Part of the blogging circle
The future of blogging
Having looked back in the morning, some of us felt we wanted to not just be melancholic but also look at what a constructive future of blogging looks like. So Peter suggested to do another conversation in the afternoon. Part of the reason for this was in our immediate circle we saw several people who ‘returned’ to blogging, like myself. Part of it is the appearance of new web standards, the IndieWeb that intends to take the useful traits of social media platforms and apply them to your own websites. Opting to enjoy the weather we had this conversation in Peter’s back yard. We talked about a variety of things connected to blogging. The technology that can assist in getting more interaction between blogs, in helping to make publishing easy. And the behaviours that help to blog more, doing away with expectations of what ‘proper’ blogging is and giving oneself permission to just do what you want.
The future of blogging taking shape in Peter’s back yard
Doing blogging
The second day of the unconference was positioned as a ‘doing’ day. As the ‘future of blogging’ conversation surfaced a lot of ‘how-to’ questions, I suggested we could do a more practice oriented session. On what is currently technically possible, and how that looks in practice for instance in my blog. The weather was great again, so we opted for the back yard like the day before. Bright sunlight and a scarcity of laptops meant we didn’t ‘do’ much. We did talk about the practical steps one can take, and the purpose and working of the various IndieWeb standards. This developed in a wider ranging conversation on our various information routines and the tools we use.

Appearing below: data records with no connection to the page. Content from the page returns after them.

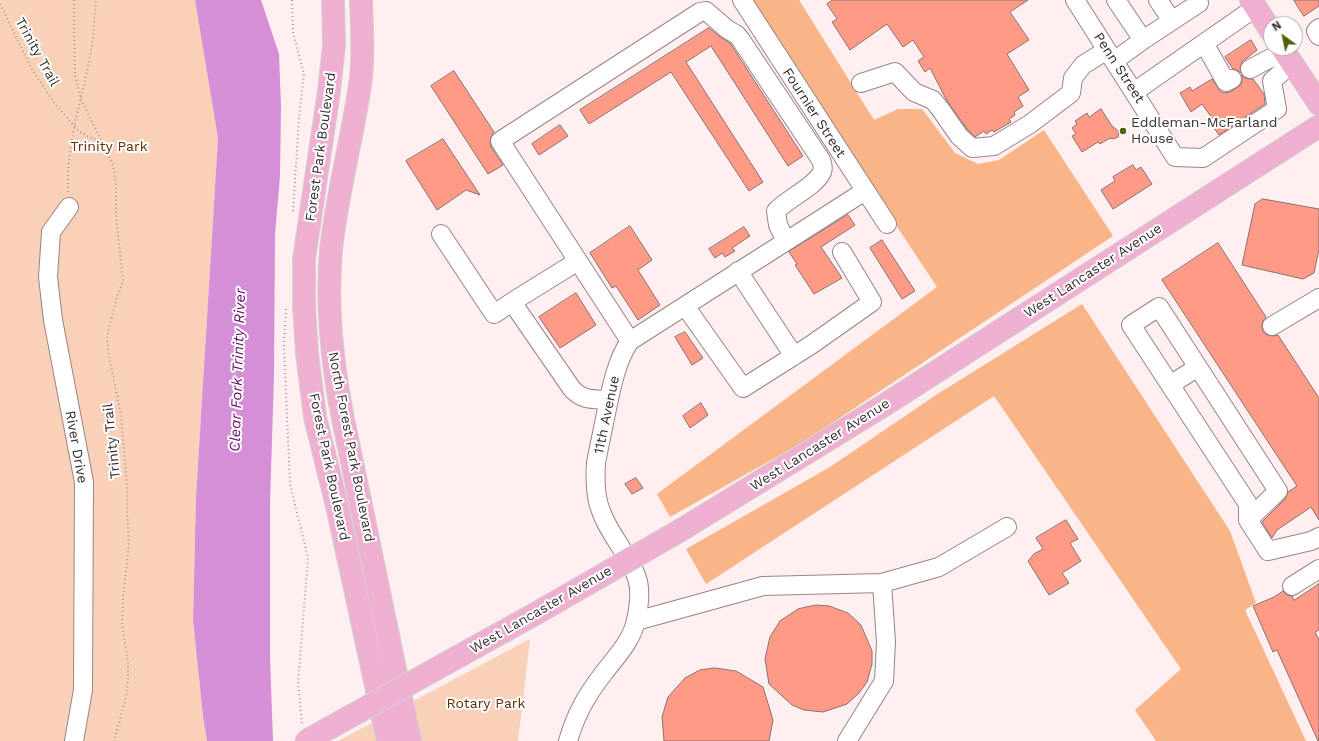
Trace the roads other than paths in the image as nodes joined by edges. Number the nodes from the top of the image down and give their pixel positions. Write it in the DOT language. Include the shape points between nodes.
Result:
graph roads {
  1 [pos="333,0"];
  2 [pos="361,0"];
  3 [pos="742,0"];
  4 [pos="1075,0"];
  5 [pos="1116,0"];
  6 [pos="1158,0"];
  7 [pos="1197,0"];
  8 [pos="1253,4"];
  9 [pos="1263,19"];
  10 [pos="1172,21"];
  11 [pos="1319,28"];
  12 [pos="1319,36"];
  13 [pos="1143,40"];
  14 [pos="1204,43"];
  15 [pos="1110,55"];
  16 [pos="1281,56"];
  17 [pos="1285,56"];
  18 [pos="1287,56"];
  19 [pos="1250,69"];
  20 [pos="1232,78"];
  21 [pos="861,83"];
  22 [pos="1134,92"];
  23 [pos="1319,104"];
  24 [pos="1319,126"];
  25 [pos="865,191"];
  26 [pos="69,207"];
  27 [pos="888,224"];
  28 [pos="441,234"];
  29 [pos="786,241"];
  30 [pos="842,252"];
  31 [pos="578,261"];
  32 [pos="738,271"];
  33 [pos="1319,298"];
  34 [pos="512,302"];
  35 [pos="685,306"];
  36 [pos="1272,326"];
  37 [pos="630,341"];
  38 [pos="794,356"];
  39 [pos="1198,367"];
  40 [pos="1170,385"];
  41 [pos="609,400"];
  42 [pos="1248,520"];
  43 [pos="1007,527"];
  44 [pos="1315,539"];
  45 [pos="1319,569"];
  46 [pos="882,583"];
  47 [pos="1292,586"];
  48 [pos="636,621"];
  49 [pos="408,733"];
  50 [pos="74,741"];
  51 [pos="306,741"];
  52 [pos="388,741"];
  53 [pos="568,741"];
  54 [pos="847,741"];
  1 -- 52 [label="main road, Forest Park Boulevard" via="334,52 304,260 306,353 315,417"];
  2 -- 49 [label="main road, North Forest Park Boulevard" via="360,84 341,183 332,249 331,343 343,419"];
  3 -- 25 [label="street, Fournier Street"];
  4 -- 15 [label="street, Penn Street"];
  5 -- 13 [label="street"];
  6 -- 10 [label="street"];
  7 -- 10 [label="street" via="1199,3"];
  8 -- 9 [label="main road"];
  8 -- 14 [label="street"];
  10 -- 13 [label="street"];
  11 -- 12 [label="street" via="1316,31"];
  13 -- 15 [label="street"];
  14 -- 20 [label="street" via="1226,82"];
  14 -- 22 [label="street"];
  15 -- 21 [label="street" via="1083,65 1073,78 1070,93 1030,124 994,146 972,148 959,136 933,100 914,92 895,72"];
  15 -- 22 [label="street, Penn Street"];
  16 -- 19 [label="street"];
  17 -- 22 [label="street, Penn Street" via="1272,81 1277,109 1203,158 1176,157"];
  18 -- 23 [label="main road"];
  24 -- 51 [label="main road, West Lancaster Avenue, bridge" via="880,408 681,530"];
  25 -- 27 [label="street, Fournier Street"];
  25 -- 29 [label="street, 11th Avenue"];
  26 -- 50 [label="street, River Drive" via="51,232 48,277 53,320 84,482 83,690"];
  28 -- 34 [label="street" via="494,314"];
  29 -- 31 [label="street" via="778,225 776,211 814,182 824,166 741,40 706,11 700,12 500,141"];
  29 -- 32 [label="street, 11th Avenue"];
  30 -- 38 [label="street" via="872,302"];
  31 -- 34 [label="street"];
  31 -- 37 [label="street"];
  32 -- 35 [label="street, 11th Avenue"];
  32 -- 38 [label="street"];
  33 -- 36 [label="street"];
  34 -- 41 [label="street" via="577,395"];
  35 -- 37 [label="street, 11th Avenue"];
  35 -- 38 [label="street" via="744,388"];
  37 -- 41 [label="street, 11th Avenue" via="623,350"];
  39 -- 40 [label="street"];
  39 -- 40 [label="street" via="1159,307 1131,325"];
  39 -- 42 [label="street" via="1278,491"];
  40 -- 42 [label="street" via="1248,504"];
  41 -- 48 [label="street, 11th Avenue" via="596,463 598,498 600,510 638,580"];
  42 -- 44 [label="street" via="1268,551"];
  43 -- 46 [label="street" via="939,567"];
  45 -- 47 [label="street"];
  46 -- 48 [label="street" via="763,586"];
  46 -- 54 [label="street" via="886,642 884,681"];
  48 -- 53 [label="street, 11th Avenue" via="625,644 578,712"];
}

Participants were eagerly taking notes to learn from each other’s tool use. From tools and routines we went to life hacks, and a much wider scope of topics. That was a great experience, although it meant that the original topic of conversation moved out of sight. I felt in flow in this conversation, and it went on literally for hours without effort and without energy levels dropping away.
The ‘doing blogging’ circle of participants
Direct consequence is that one of the participants launched her own blog, with IndieWeb support from the start. Another that questions about how I read along lines of ‘social distance’ led to me explaining that in detail today. Important to me is that I also could add a number of bloggers to my ‘global village’ of people whose postings I read, adding more voices to the mix I take in. I also plan to write a number of postings starting from the issues raised in the conversations to introduce and explain the IndieWeb standards. The current documentation mostly starts with tech, and that means a too high threshold for adoption for large groups.